>>

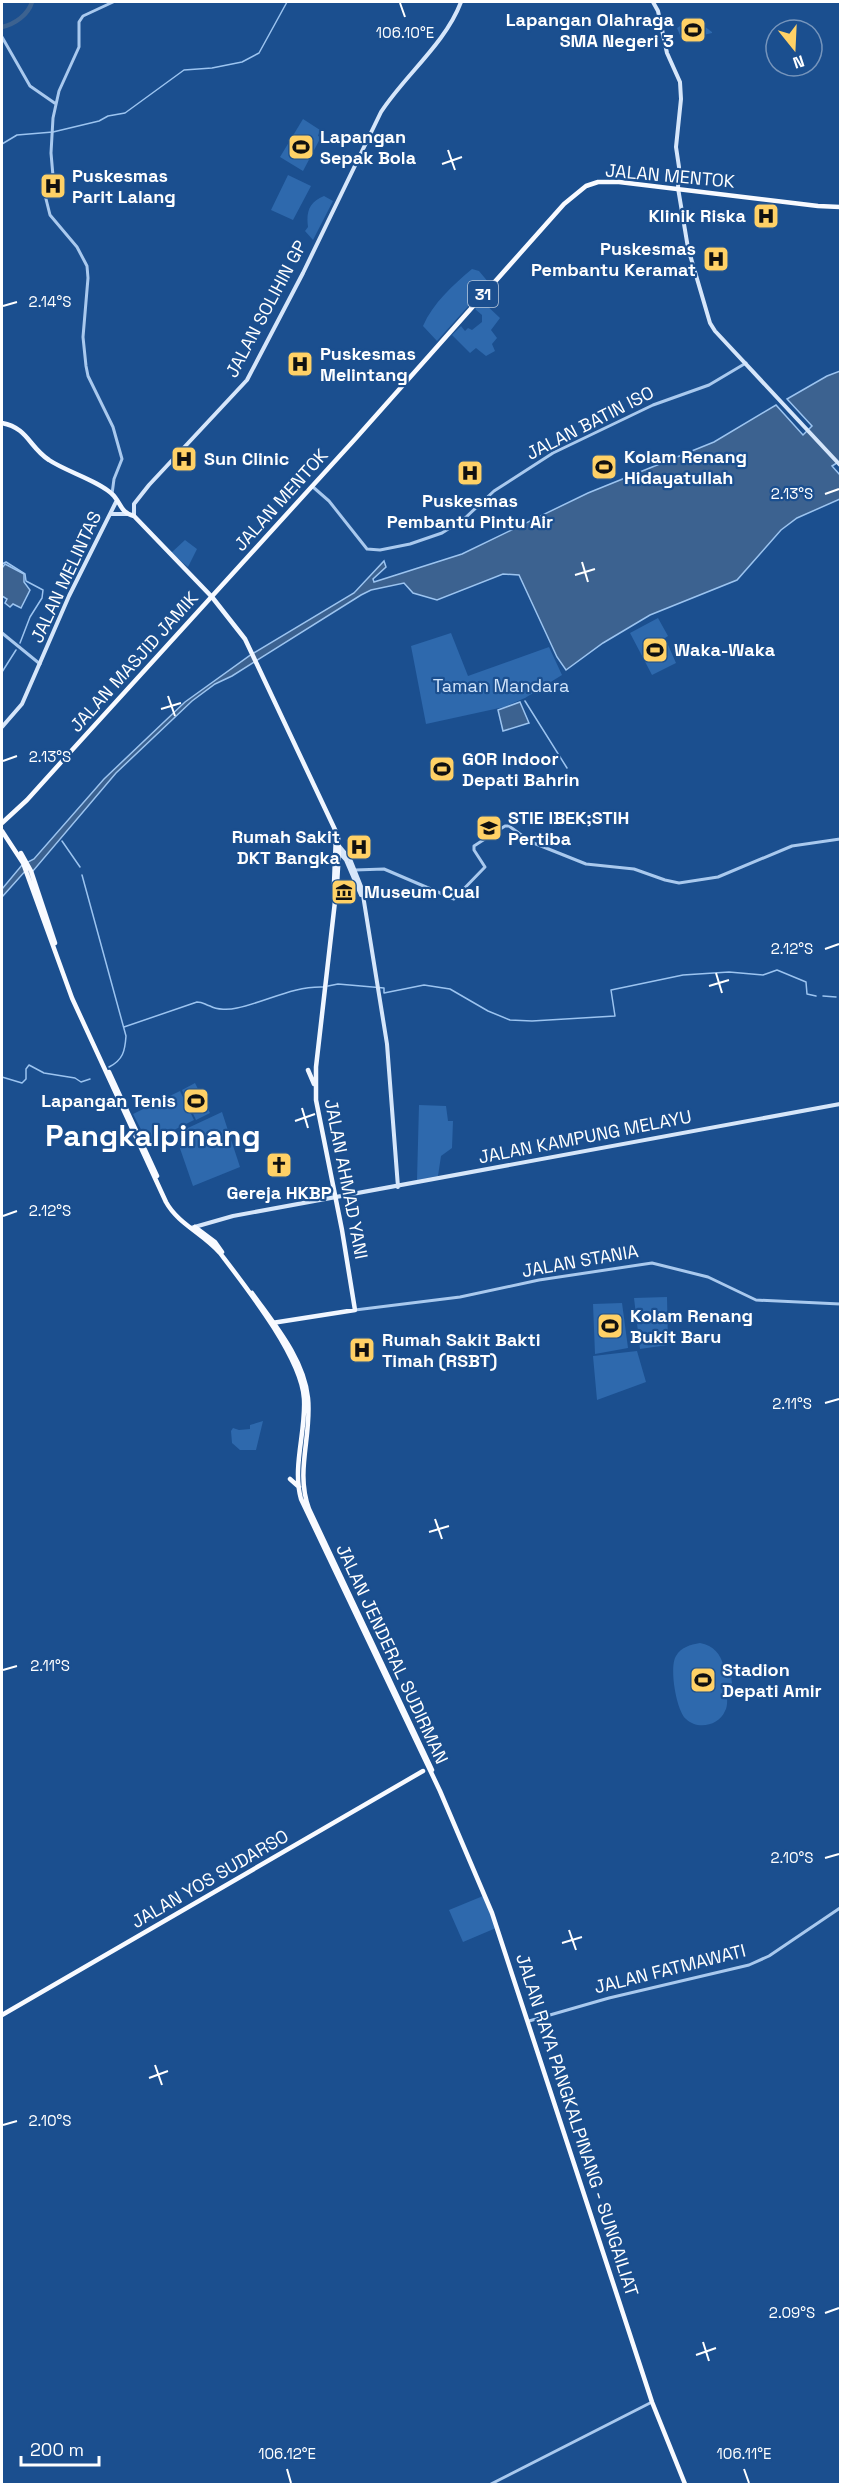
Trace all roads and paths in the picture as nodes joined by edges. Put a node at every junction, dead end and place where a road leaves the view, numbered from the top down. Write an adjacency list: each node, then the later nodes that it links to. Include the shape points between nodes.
1 (112, 2): 5 (street, via 80,20 79,47)
2 (461, 2): 16 (main road, JALAN SOLIHIN GP, via 444,31 381,112 247,380 149,484 134,504)
3 (653, 2): 6 (main road, via 680,82)
4 (2, 37): 5 (street, via 32,88)
5 (56, 104): 12 (street, via 51,133 53,175 45,195 47,208 87,266 83,337 86,366 113,427 122,459)
6 (678, 188): 7 (highway, JALAN MENTOK / 31); 8 (main road, via 688,248 710,323); 11 (highway, JALAN MENTOK / 31, via 610,182 592,183 578,191)
7 (840, 207)
8 (746, 363): 10 (main road); 11 (street, JALAN BATIN ISO, via 709,386 652,405 553,453 494,491 458,524 419,542 367,549 323,494)
9 (2, 423): 12 (main road, via 18,428 47,459)
10 (840, 465)
11 (311, 486): 17 (highway, JALAN MENTOK / 31)
12 (112, 494): 13 (main road)
13 (116, 502): 14 (main road, JALAN MELINTAS); 15 (main road)
14 (111, 514): 15 (main road); 19 (main road, JALAN MELINTAS, via 67,600)
15 (128, 514): 16 (main road)
16 (134, 516): 17 (main road)
17 (212, 597): 21 (highway, JALAN MASJID JAMIK); 23 (main road, JALAN AHMAD YANI, via 238,627 252,653 336,834)
18 (2, 633): 19 (street)
19 (41, 664): 20 (main road, JALAN MELINTAS, via 21,707)
20 (2, 727)
21 (2, 827): 32 (highway, JALAN JENDERAL SUDIRMAN, via 25,862 73,994 154,1174 174,1210)
22 (840, 839): 24 (street, via 792,846 718,877 679,883 634,868 586,864 531,842 509,826 474,846 485,867 454,899 384,869)
23 (337, 848): 24 (main road, via 344,850); 25 (main road, via 352,871); 27 (main road, JALAN AHMAD YANI)
24 (355, 870): 25 (main road)
25 (362, 899): 29 (main road, via 383,1023)
26 (308, 1070): 27 (main road)
27 (316, 1090): 30 (main road, JALAN AHMAD YANI)
28 (840, 1104): 29 (main road, JALAN KAMPUNG MELAYU)
29 (397, 1187): 30 (main road, JALAN KAMPUNG MELAYU)
30 (336, 1198): 31 (main road, JALAN KAMPUNG MELAYU, via 233,1216); 36 (main road, JALAN AHMAD YANI)
31 (212, 1224): 32 (main road, JALAN KAMPUNG MELAYU); 33 (main road)
32 (192, 1227): 33 (highway, JALAN JENDERAL SUDIRMAN); 34 (highway, JALAN JENDERAL SUDIRMAN)
33 (206, 1235): 34 (highway, JALAN JENDERAL SUDIRMAN)
34 (223, 1255): 37 (highway, JALAN JENDERAL SUDIRMAN)
35 (840, 1304): 36 (street, JALAN STANIA, via 756,1300 708,1277 648,1263 460,1297)
36 (355, 1310): 37 (main road)
37 (271, 1323): 39 (highway, JALAN JENDERAL SUDIRMAN, via 302,1382); 40 (highway, JALAN JENDERAL SUDIRMAN, via 305,1379 308,1417 302,1480)
38 (290, 1479): 39 (highway)
39 (299, 1487): 40 (highway, JALAN JENDERAL SUDIRMAN)
40 (307, 1510): 41 (highway, JALAN JENDERAL SUDIRMAN)
41 (427, 1768): 42 (highway, JALAN JENDERAL SUDIRMAN); 44 (highway, JALAN YOS SUDARSO)
42 (434, 1777): 45 (highway, JALAN RAYA PANGKALPINANG - SUNGAILIAT, via 497,1926)
43 (840, 1908): 45 (street, JALAN FATMAWATI, via 756,1962)
44 (2, 2014)
45 (529, 2021): 46 (highway, JALAN RAYA PANGKALPINANG - SUNGAILIAT)
46 (652, 2402): 47 (street); 48 (highway, JALAN RAYA PANGKALPINANG - SUNGAILIAT)
47 (491, 2484)
48 (685, 2484)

<<

THE PROBLEM:
Write out the records once more, exactly as they stand, with no images.

ANSWER FOR THE TASK:
Trace all roads and paths in the picture as nodes joined by edges. Put a node at every junction, dead end and place where a road leaves the view, numbered from the top down. Write an adjacency list: each node, then the later nodes that it links to. Include the shape points between nodes.
1 (112, 2): 5 (street, via 80,20 79,47)
2 (461, 2): 16 (main road, JALAN SOLIHIN GP, via 444,31 381,112 247,380 149,484 134,504)
3 (653, 2): 6 (main road, via 680,82)
4 (2, 37): 5 (street, via 32,88)
5 (56, 104): 12 (street, via 51,133 53,175 45,195 47,208 87,266 83,337 86,366 113,427 122,459)
6 (678, 188): 7 (highway, JALAN MENTOK / 31); 8 (main road, via 688,248 710,323); 11 (highway, JALAN MENTOK / 31, via 610,182 592,183 578,191)
7 (840, 207)
8 (746, 363): 10 (main road); 11 (street, JALAN BATIN ISO, via 709,386 652,405 553,453 494,491 458,524 419,542 367,549 323,494)
9 (2, 423): 12 (main road, via 18,428 47,459)
10 (840, 465)
11 (311, 486): 17 (highway, JALAN MENTOK / 31)
12 (112, 494): 13 (main road)
13 (116, 502): 14 (main road, JALAN MELINTAS); 15 (main road)
14 (111, 514): 15 (main road); 19 (main road, JALAN MELINTAS, via 67,600)
15 (128, 514): 16 (main road)
16 (134, 516): 17 (main road)
17 (212, 597): 21 (highway, JALAN MASJID JAMIK); 23 (main road, JALAN AHMAD YANI, via 238,627 252,653 336,834)
18 (2, 633): 19 (street)
19 (41, 664): 20 (main road, JALAN MELINTAS, via 21,707)
20 (2, 727)
21 (2, 827): 32 (highway, JALAN JENDERAL SUDIRMAN, via 25,862 73,994 154,1174 174,1210)
22 (840, 839): 24 (street, via 792,846 718,877 679,883 634,868 586,864 531,842 509,826 474,846 485,867 454,899 384,869)
23 (337, 848): 24 (main road, via 344,850); 25 (main road, via 352,871); 27 (main road, JALAN AHMAD YANI)
24 (355, 870): 25 (main road)
25 (362, 899): 29 (main road, via 383,1023)
26 (308, 1070): 27 (main road)
27 (316, 1090): 30 (main road, JALAN AHMAD YANI)
28 (840, 1104): 29 (main road, JALAN KAMPUNG MELAYU)
29 (397, 1187): 30 (main road, JALAN KAMPUNG MELAYU)
30 (336, 1198): 31 (main road, JALAN KAMPUNG MELAYU, via 233,1216); 36 (main road, JALAN AHMAD YANI)
31 (212, 1224): 32 (main road, JALAN KAMPUNG MELAYU); 33 (main road)
32 (192, 1227): 33 (highway, JALAN JENDERAL SUDIRMAN); 34 (highway, JALAN JENDERAL SUDIRMAN)
33 (206, 1235): 34 (highway, JALAN JENDERAL SUDIRMAN)
34 (223, 1255): 37 (highway, JALAN JENDERAL SUDIRMAN)
35 (840, 1304): 36 (street, JALAN STANIA, via 756,1300 708,1277 648,1263 460,1297)
36 (355, 1310): 37 (main road)
37 (271, 1323): 39 (highway, JALAN JENDERAL SUDIRMAN, via 302,1382); 40 (highway, JALAN JENDERAL SUDIRMAN, via 305,1379 308,1417 302,1480)
38 (290, 1479): 39 (highway)
39 (299, 1487): 40 (highway, JALAN JENDERAL SUDIRMAN)
40 (307, 1510): 41 (highway, JALAN JENDERAL SUDIRMAN)
41 (427, 1768): 42 (highway, JALAN JENDERAL SUDIRMAN); 44 (highway, JALAN YOS SUDARSO)
42 (434, 1777): 45 (highway, JALAN RAYA PANGKALPINANG - SUNGAILIAT, via 497,1926)
43 (840, 1908): 45 (street, JALAN FATMAWATI, via 756,1962)
44 (2, 2014)
45 (529, 2021): 46 (highway, JALAN RAYA PANGKALPINANG - SUNGAILIAT)
46 (652, 2402): 47 (street); 48 (highway, JALAN RAYA PANGKALPINANG - SUNGAILIAT)
47 (491, 2484)
48 (685, 2484)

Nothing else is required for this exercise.